• [To do]: Please, could you print all the lines below exactly, leaving out the pictures?

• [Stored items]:
--------

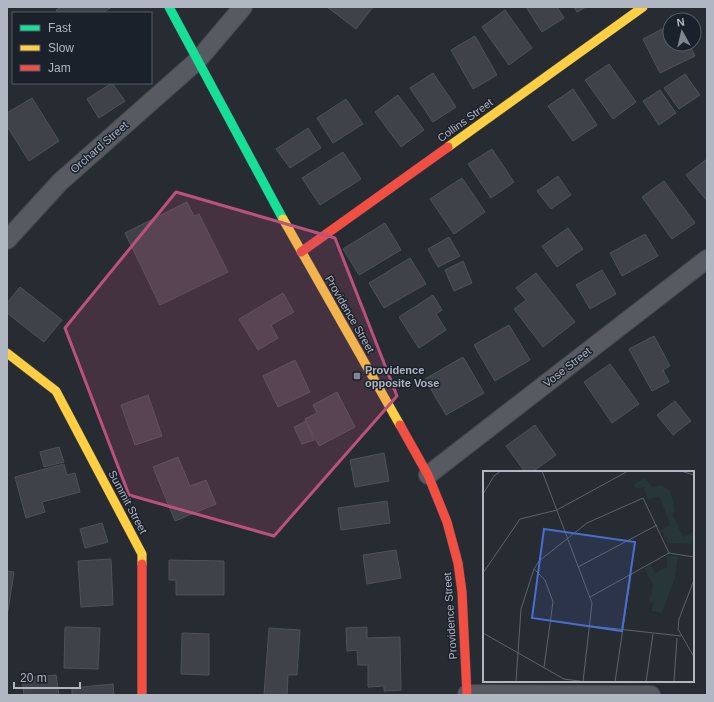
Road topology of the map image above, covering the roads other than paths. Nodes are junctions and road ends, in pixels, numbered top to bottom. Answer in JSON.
{"nodes":[{"id":1,"x":169,"y":7,"type":"edge"},
{"id":2,"x":243,"y":7,"type":"edge"},
{"id":3,"x":643,"y":7,"type":"edge"},
{"id":4,"x":198,"y":60,"type":"junction"},
{"id":5,"x":7,"y":240,"type":"edge"},
{"id":6,"x":301,"y":252,"type":"junction"},
{"id":7,"x":707,"y":259,"type":"edge"},
{"id":8,"x":7,"y":353,"type":"edge"},
{"id":9,"x":428,"y":475,"type":"junction"},
{"id":10,"x":467,"y":694,"type":"edge"},
{"id":11,"x":142,"y":695,"type":"edge"},
{"id":12,"x":650,"y":695,"type":"edge"}],
"edges":[{"from":1,"to":4,"type":"street","name":"Providence Street"},
{"from":2,"to":4,"type":"street","name":"Orchard Street"},
{"from":3,"to":6,"type":"street","name":"Collins Street"},
{"from":4,"to":5,"type":"street","name":"Orchard Street"},
{"from":4,"to":6,"type":"street","name":"Providence Street"},
{"from":6,"to":9,"type":"street","name":"Providence Street"},
{"from":7,"to":9,"type":"street","name":"Vose Street"},
{"from":8,"to":11,"type":"street","name":"Summit Street"},
{"from":9,"to":10,"type":"street","name":"Providence Street"},
{"from":10,"to":12,"type":"street"}]}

--------

• [Reply to the task]:
Road topology of the map image above, covering the roads other than paths. Nodes are junctions and road ends, in pixels, numbered top to bottom. Answer in JSON.
{"nodes":[{"id":1,"x":169,"y":7,"type":"edge"},
{"id":2,"x":243,"y":7,"type":"edge"},
{"id":3,"x":643,"y":7,"type":"edge"},
{"id":4,"x":198,"y":60,"type":"junction"},
{"id":5,"x":7,"y":240,"type":"edge"},
{"id":6,"x":301,"y":252,"type":"junction"},
{"id":7,"x":707,"y":259,"type":"edge"},
{"id":8,"x":7,"y":353,"type":"edge"},
{"id":9,"x":428,"y":475,"type":"junction"},
{"id":10,"x":467,"y":694,"type":"edge"},
{"id":11,"x":142,"y":695,"type":"edge"},
{"id":12,"x":650,"y":695,"type":"edge"}],
"edges":[{"from":1,"to":4,"type":"street","name":"Providence Street"},
{"from":2,"to":4,"type":"street","name":"Orchard Street"},
{"from":3,"to":6,"type":"street","name":"Collins Street"},
{"from":4,"to":5,"type":"street","name":"Orchard Street"},
{"from":4,"to":6,"type":"street","name":"Providence Street"},
{"from":6,"to":9,"type":"street","name":"Providence Street"},
{"from":7,"to":9,"type":"street","name":"Vose Street"},
{"from":8,"to":11,"type":"street","name":"Summit Street"},
{"from":9,"to":10,"type":"street","name":"Providence Street"},
{"from":10,"to":12,"type":"street"}]}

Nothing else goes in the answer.